Un autre point crucial pour la réussite de ma thèse a été de trouver du sens dans mon projet de recherche. Travailler trois ans (ou plus) sur le même sujet peut parfois faire perdre de vue les motivations initiales. Il est facile de perdre la vision d’ensemble et de se sentir moins stimulé. Pour éviter cela, j'ai régulièrement pris du recul pour retrouver une perspective globale sur mes travaux et raviver ma motivation. Je me posais des questions telles que : Qu’est-ce qui m’a motivé initialement ? Pourquoi est-ce que je fais cela ? Qu’est-ce que cela va m’apporter ?

Enfin, une caractéristique essentielle qui m’a accompagnée durant ces trois années de doctorat a été la résilience. Il est possible de rencontrer des moments de doute, comme par exemple, découvrir que des modèles que l’on développe ont déjà été implémentés par d’autres équipes de recherche. La résilience m’a permis de transformer ces échecs en opportunités d’apprentissage et de rebondir plus facilement, ce qui a finalement conduit à des contributions significatives.

 

Quel poste occupez-vous aujourd’hui et en quoi votre doctorat vous est-il utile ?

Aujourd’hui, j’occupe le poste de « Research Data Scientist » chez Malt en CDI. Malt est une entreprise qui propose une plateforme mettant en relation des freelances avec des clients via des algorithmes d’apprentissage automatique visant à offrir le meilleur « match » possible. Mes missions sont variées et incluent la proposition de nouveaux algorithmes pour améliorer la plateforme, ainsi que le travail sur des questions de biais, d’équité, et d’explicabilité des modèles.

Les compétences acquises lors de mon doctorat sont fondamentales pour mener à bien ces missions à plusieurs niveaux.
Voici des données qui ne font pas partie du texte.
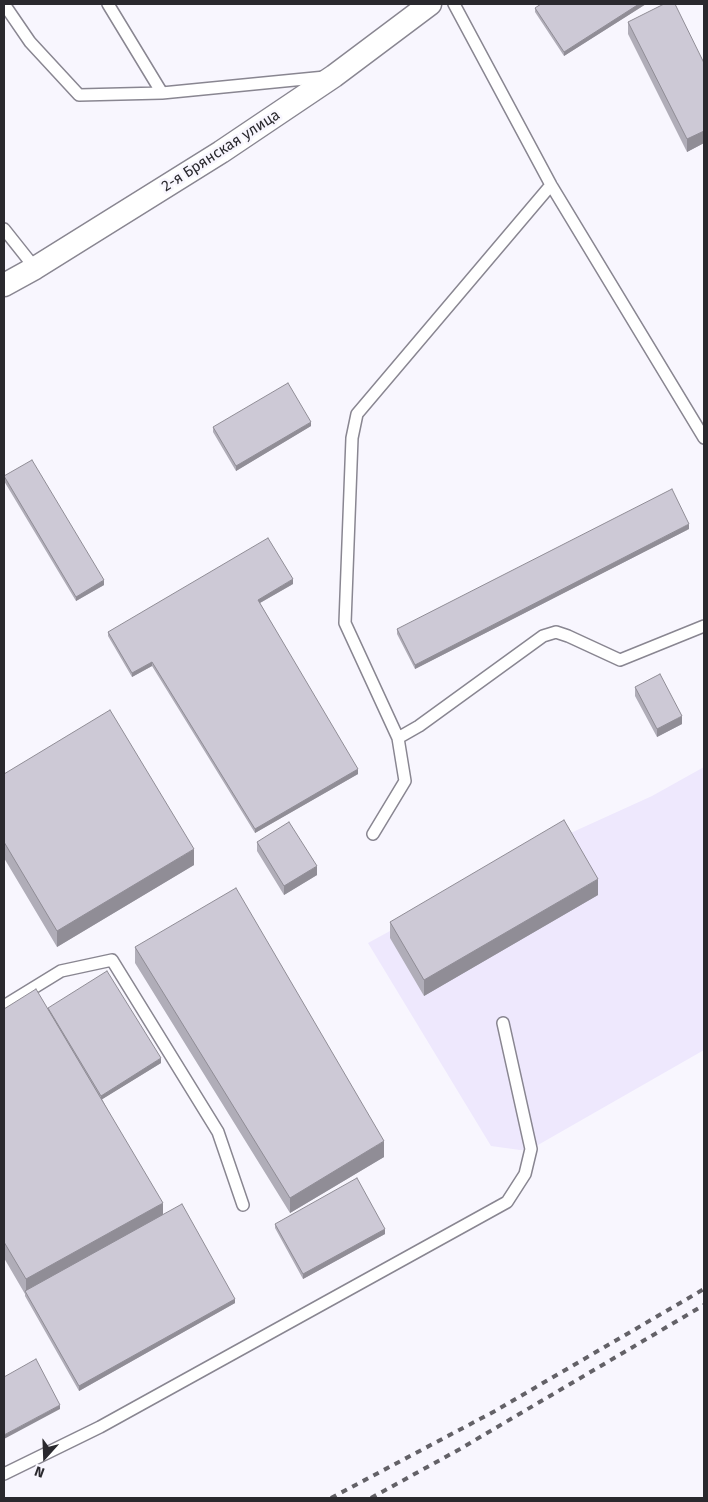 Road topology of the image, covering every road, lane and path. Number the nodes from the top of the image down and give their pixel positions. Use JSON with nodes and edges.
{"nodes":[{"id":1,"x":4,"y":4,"type":"edge"},
{"id":2,"x":108,"y":4,"type":"edge"},
{"id":3,"x":430,"y":4,"type":"edge"},
{"id":4,"x":454,"y":4,"type":"edge"},
{"id":5,"x":334,"y":76,"type":"junction"},
{"id":6,"x":162,"y":93,"type":"junction"},
{"id":7,"x":551,"y":185,"type":"junction"},
{"id":8,"x":4,"y":228,"type":"edge"},
{"id":9,"x":35,"y":268,"type":"junction"},
{"id":10,"x":4,"y":285,"type":"edge"},
{"id":11,"x":704,"y":438,"type":"edge"},
{"id":12,"x":704,"y":626,"type":"edge"},
{"id":13,"x":398,"y":738,"type":"junction"},
{"id":14,"x":373,"y":834,"type":"dead end"},
{"id":15,"x":4,"y":1006,"type":"edge"},
{"id":16,"x":503,"y":1023,"type":"dead end"},
{"id":17,"x":243,"y":1205,"type":"dead end"},
{"id":18,"x":4,"y":1474,"type":"edge"}],
"edges":[{"from":1,"to":6,"type":"lane"},
{"from":2,"to":6,"type":"lane"},
{"from":3,"to":5,"type":"street","name":"2-я Брянская улица"},
{"from":4,"to":7,"type":"lane"},
{"from":5,"to":6,"type":"lane"},
{"from":5,"to":9,"type":"street","name":"2-я Брянская улица"},
{"from":7,"to":11,"type":"lane"},
{"from":7,"to":13,"type":"lane"},
{"from":8,"to":9,"type":"lane"},
{"from":9,"to":10,"type":"street","name":"2-я Брянская улица"},
{"from":12,"to":13,"type":"lane"},
{"from":13,"to":14,"type":"lane"},
{"from":15,"to":17,"type":"lane"},
{"from":16,"to":18,"type":"lane"}]}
Tout d’abord, les concepts de désentrelacement sur lesquels j’ai travaillé sont aujourd’hui un atout précieux pour développer des modèles interprétables et explicables. Ces notions sont fréquemment rencontrées dans mon travail actuel, et je suis capable de les manipuler et de les expliquer clairement à mes collègues.

Ensuite, le doctorat m’a permis d’acquérir une capacité rapide à monter en compétences sur de nouveaux sujets. Cela a été particulièrement utile au début de mon poste, lorsque j’ai dû développer des modèles de traitement du langage naturel, un domaine que je n'avais pas encore exploré. Les compétences acquises durant mon doctorat m’ont aidé à comprendre rapidement de nouvelles notions et à manipuler de nouvelles modalités de manière efficace.

Enfin, la communication, la vulgarisation et la présentation des résultats, compétences développées au cours de mes trois années de thèse, notamment lors de conférences et workshops, sont également très utiles dans mon travail actuel. Je suis souvent amenée à faire des présentations et à vulgariser les résultats obtenus, et ces compétences sont essentielles pour communiquer efficacement avec mes collègues et les parties prenantes.